Up next, our power player of the week, from the ring to the stage, a former champ reinvents himself.
WALLACE: When I heard Mike Tyson is going to be in town this spring, I immediately wanted to sit down with him. Some folks here weren't so sure, but as we showed you in May, he was funny and honest and surprisingly introspective. So once again, here's an unusual power player of the week.
TYSON: Couldn't be better. I'm talking about financially, I suck. But spiritually and emotionally, I'm just -- it couldn't be better. If I was to die today, I was overpaid in life.
WALLACE (voice-over): This is a story about survival. Mike Tyson, who came from nothing, was heavyweight champion at 20, was knocked out at 23, spent three years in prison for rape, and has lived to talk about it.
(on camera): You're a vegan.
WALLACE: You're off drugs.
TYSON: Thank God.
WALLACE: You're off alcohol.
TYSON: Oh, double thank God.
WALLACE: So have you cleaned up your act?
TYSON: I'm just -- I'm living life on life's terms. I was the champion of the nation, at 14 years old. I was well on my way.
WALLACE: For almost a year, Tyson toured the country in a one- man show, in which he told his story -- the good, the bad and the very ugly.
TYSON: After I left prison, I have to admit I was scared.
WALLACE: What's the difference between being on stage and being in the ring?
TYSON: You don't have to go to the hospital after the show.
WALLACE: How much money do you think you made in your career?
TYSON: Everyone tells me I made $300 or $400 million. I made a lot of money.
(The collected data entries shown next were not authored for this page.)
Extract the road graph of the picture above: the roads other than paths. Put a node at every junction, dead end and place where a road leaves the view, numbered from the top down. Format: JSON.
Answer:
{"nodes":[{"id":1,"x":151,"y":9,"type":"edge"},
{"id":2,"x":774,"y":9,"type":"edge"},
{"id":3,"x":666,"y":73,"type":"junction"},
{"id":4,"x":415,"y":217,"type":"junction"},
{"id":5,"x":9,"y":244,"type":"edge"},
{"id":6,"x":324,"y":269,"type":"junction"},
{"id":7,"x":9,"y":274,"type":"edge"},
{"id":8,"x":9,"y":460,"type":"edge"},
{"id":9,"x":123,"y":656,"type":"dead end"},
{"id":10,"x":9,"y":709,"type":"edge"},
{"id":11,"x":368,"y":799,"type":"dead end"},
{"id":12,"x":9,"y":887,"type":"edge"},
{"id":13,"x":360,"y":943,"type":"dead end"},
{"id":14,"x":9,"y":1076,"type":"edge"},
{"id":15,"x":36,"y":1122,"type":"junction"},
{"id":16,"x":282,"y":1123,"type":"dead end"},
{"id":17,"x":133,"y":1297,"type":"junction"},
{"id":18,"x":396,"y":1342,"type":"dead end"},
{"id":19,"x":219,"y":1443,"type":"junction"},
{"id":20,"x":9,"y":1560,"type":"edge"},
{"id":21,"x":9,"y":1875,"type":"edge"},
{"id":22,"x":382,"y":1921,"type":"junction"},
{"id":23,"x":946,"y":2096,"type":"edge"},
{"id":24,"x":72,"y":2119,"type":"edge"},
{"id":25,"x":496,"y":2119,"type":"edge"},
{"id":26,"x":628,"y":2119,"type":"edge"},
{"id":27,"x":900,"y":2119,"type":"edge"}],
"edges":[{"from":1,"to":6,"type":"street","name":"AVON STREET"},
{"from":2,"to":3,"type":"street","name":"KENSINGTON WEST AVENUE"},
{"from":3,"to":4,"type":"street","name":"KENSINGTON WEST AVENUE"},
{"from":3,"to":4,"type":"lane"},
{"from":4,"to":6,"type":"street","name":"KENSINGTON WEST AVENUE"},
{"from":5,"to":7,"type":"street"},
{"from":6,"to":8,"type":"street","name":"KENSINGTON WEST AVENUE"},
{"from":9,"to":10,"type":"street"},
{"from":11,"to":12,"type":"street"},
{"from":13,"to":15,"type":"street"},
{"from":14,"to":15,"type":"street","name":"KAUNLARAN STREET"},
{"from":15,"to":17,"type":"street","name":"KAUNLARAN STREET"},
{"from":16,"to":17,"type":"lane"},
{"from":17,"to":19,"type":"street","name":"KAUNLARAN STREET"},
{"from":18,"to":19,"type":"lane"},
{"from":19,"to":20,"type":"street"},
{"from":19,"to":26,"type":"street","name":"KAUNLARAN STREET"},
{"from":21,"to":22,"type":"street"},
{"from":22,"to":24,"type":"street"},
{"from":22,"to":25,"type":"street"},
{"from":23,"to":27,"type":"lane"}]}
WALLACE: All right. How much of it is left?
TYSON: None. None.
WALLACE: How is that possible?
TYSON: I don't care how much money you have, if you don't -- this (inaudible) take care of money. If you don't do that, it just -- it means nothing.
WALLACE: Tyson says he's not getting rich off his show. Just enough to support his third wife and seven children, and pay the IRS a little of the millions he owes the government.
TYSON: I don't have a glamorous lifestyle or anything.
WALLACE: And do you miss that?
TYSON: No. I'm old, man.
WALLACE: Old, what are you?
TYSON: 46, yes.
WALLACE: What am I?
TYSON: A dinosaur.
WALLACE: He has some causes now. He started Mike Tyson Cares, which helps disadvantaged kids with food and shelter and support in school. And he's joined the campaign to get a presidential pardon for Jack Johnson, the first black heavyweight champion who was convicted of taking his white girlfriend across state lines.
TYSON: In 1910, black people were not even considered human beings. They're really almost still property. So he was -- he deserves a second chance posthumously.
WALLACE: A second chance, or perhaps in Tyson's case, a fourth or fifth chance. Looking back, he said the person he hurt worst was himself.
TYSON: Me. No, there's no doubt about that. No doubt about that at all.
WALLACE: Now, Evander Holyfield would say you hurt him too.
TYSON: Well, no, I'm sorry. I'm sorry. I did hurt him.
WALLACE: Why did you do that? why did you hurt yourself?
TYSON: I didn't understand it. I was a wild, crazy kid at the time. I'm not doing it now.
I think about my mortality a lot now. I'm 46 and I have got a 2- year-old. What am I thinking, I'm a former junkie, you know what I mean? I had a bunch of fights and got hit in the head, and what the hell am I thinking about? (inaudible).
(END VIDEO CLIP)
WALLACE: Tyson's tour wrapped up this spring, but you'll get another chance to see it. HBO taped his one-man show to run later this year.
And that's it for today. Have a great week. We'll see you next "Fox News Sunday."